0.1 – 40 MHz, Frequency entry through 4×4 keyboard in 1Hz resolution, Frequency increment/decrement with rotary encoder, Frequency step selectable from 1Hz, 10Hz, 100Hz, 1kHz, 10kHz, Output adjustable from 0dBm to +10dBm
I started working on using a Microchip 16F84 PIC to control the AD9850. Problem with the 16F84 is limited I/O, so I opted for using a separate 16F84 to read a 4×4 keyboard . This controller program reads the key-code and sends the code over one I/O pin to another 16F84. This controller reads the key-code and also reads a rotary encoder. It controls the AD9850 DDS , writes info to a 2×16 LCD and writes an eight-bit counter value to a DAC. See the block-diagram. The AD9850 is followed with a filter and an amplifier. Output of the amplifier is sampled and compared with a set level. The resulting error signal is used to control a Variable Gain Amplifier (VGA). The output is, as far as I can determine, constant within 1 dB over the generator range.

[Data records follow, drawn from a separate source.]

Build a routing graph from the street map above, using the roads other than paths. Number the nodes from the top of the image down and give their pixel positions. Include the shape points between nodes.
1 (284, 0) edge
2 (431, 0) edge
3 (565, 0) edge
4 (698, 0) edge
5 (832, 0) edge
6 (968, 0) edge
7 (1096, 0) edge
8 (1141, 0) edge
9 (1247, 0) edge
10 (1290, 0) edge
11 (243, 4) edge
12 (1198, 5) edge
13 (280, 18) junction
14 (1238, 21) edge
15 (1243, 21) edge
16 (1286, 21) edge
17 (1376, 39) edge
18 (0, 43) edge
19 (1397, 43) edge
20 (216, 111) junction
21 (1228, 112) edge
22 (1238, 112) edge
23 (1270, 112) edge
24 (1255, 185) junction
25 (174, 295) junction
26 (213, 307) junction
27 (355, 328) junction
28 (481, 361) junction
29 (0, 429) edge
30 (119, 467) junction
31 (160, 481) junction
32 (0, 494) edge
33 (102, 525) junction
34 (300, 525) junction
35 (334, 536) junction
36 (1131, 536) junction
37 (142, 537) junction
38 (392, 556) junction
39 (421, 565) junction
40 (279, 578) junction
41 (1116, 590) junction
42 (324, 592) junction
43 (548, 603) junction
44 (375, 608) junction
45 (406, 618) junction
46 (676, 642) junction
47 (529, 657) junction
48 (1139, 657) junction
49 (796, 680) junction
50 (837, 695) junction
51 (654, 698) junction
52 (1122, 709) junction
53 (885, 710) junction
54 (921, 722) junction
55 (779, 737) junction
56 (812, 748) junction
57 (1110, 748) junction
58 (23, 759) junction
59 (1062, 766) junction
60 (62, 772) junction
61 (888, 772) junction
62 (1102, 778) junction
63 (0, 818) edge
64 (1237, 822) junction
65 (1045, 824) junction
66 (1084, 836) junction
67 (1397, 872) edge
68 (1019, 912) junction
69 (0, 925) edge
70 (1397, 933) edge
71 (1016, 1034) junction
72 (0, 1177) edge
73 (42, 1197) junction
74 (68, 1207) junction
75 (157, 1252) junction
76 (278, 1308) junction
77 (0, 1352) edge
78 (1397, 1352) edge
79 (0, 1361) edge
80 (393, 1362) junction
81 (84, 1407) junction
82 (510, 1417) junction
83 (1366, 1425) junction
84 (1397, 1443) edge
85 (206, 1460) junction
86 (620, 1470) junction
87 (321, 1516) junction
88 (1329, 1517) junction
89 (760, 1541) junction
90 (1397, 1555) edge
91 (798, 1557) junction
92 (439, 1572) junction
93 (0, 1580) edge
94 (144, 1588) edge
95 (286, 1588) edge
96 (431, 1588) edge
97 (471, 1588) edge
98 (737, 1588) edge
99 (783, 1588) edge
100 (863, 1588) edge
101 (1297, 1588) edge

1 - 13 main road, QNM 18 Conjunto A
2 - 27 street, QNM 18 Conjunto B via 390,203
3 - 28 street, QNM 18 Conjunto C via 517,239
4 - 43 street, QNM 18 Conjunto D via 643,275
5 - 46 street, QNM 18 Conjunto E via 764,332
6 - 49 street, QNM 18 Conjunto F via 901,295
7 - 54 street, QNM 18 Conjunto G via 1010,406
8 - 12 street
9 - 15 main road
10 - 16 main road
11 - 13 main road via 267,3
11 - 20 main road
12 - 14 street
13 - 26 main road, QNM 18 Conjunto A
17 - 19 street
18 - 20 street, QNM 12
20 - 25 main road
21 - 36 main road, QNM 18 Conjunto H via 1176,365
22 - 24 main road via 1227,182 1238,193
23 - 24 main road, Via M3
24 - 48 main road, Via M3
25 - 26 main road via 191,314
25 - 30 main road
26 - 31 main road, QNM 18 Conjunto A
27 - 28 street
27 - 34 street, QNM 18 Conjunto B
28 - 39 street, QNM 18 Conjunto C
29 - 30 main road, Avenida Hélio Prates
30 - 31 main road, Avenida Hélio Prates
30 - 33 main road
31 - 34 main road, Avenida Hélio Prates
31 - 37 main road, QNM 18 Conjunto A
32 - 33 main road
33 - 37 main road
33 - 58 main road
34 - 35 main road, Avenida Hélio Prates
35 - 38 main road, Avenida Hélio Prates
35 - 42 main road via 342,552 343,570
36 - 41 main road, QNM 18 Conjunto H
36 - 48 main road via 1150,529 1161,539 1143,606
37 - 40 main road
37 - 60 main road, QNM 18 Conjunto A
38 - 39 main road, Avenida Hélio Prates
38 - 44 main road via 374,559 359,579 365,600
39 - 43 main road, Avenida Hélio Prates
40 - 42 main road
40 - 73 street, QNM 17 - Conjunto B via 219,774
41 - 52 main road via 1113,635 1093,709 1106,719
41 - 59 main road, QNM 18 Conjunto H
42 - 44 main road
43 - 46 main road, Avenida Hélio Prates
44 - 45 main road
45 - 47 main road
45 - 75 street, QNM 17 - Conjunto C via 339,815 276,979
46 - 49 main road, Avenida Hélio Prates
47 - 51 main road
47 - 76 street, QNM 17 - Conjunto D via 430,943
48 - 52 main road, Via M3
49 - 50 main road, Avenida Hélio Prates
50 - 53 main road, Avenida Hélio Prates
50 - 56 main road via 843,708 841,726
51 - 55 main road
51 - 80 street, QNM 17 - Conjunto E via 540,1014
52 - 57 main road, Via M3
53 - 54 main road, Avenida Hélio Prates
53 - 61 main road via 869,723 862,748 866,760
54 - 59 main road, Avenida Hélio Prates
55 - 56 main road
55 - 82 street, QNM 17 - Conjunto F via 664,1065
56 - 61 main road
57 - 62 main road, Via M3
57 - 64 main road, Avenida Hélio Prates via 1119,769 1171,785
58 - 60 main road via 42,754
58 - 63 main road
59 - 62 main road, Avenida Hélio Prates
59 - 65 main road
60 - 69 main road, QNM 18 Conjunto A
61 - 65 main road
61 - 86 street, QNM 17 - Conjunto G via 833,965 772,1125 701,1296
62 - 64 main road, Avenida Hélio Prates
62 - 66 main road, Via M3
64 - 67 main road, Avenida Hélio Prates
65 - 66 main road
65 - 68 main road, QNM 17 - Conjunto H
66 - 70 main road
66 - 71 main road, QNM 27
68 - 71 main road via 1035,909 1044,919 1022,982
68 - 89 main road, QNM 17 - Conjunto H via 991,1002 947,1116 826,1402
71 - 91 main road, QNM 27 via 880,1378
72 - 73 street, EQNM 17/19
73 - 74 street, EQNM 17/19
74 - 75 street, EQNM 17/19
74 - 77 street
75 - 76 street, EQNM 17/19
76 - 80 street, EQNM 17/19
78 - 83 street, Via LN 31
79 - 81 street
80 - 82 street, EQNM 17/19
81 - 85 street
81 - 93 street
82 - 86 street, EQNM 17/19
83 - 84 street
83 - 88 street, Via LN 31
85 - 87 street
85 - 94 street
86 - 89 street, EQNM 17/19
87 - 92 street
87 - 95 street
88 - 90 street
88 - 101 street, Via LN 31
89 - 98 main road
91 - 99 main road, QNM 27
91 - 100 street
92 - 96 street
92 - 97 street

I used the National Semiconductor CLC5523 VGA. This is an excellent low-noise amplifier for the purpose. The VGA is followed with a Texas Instruments TI6002. This is a current feed-back amplifier designed for use in xDSL systems. It is a dual op-amp chip, I used only one amplifier. It has a very small heatsink and I have pushed the output to as much as half a watt without problems. In a dual amp configuration it could very well be used as a QRPp ‘PA’, were it not for the fact that it needs +12V and -12V. The output stage is not particularly critical, a dual-gate MOSFET as VGA and MAR/MAV type amplifier would also do nicely.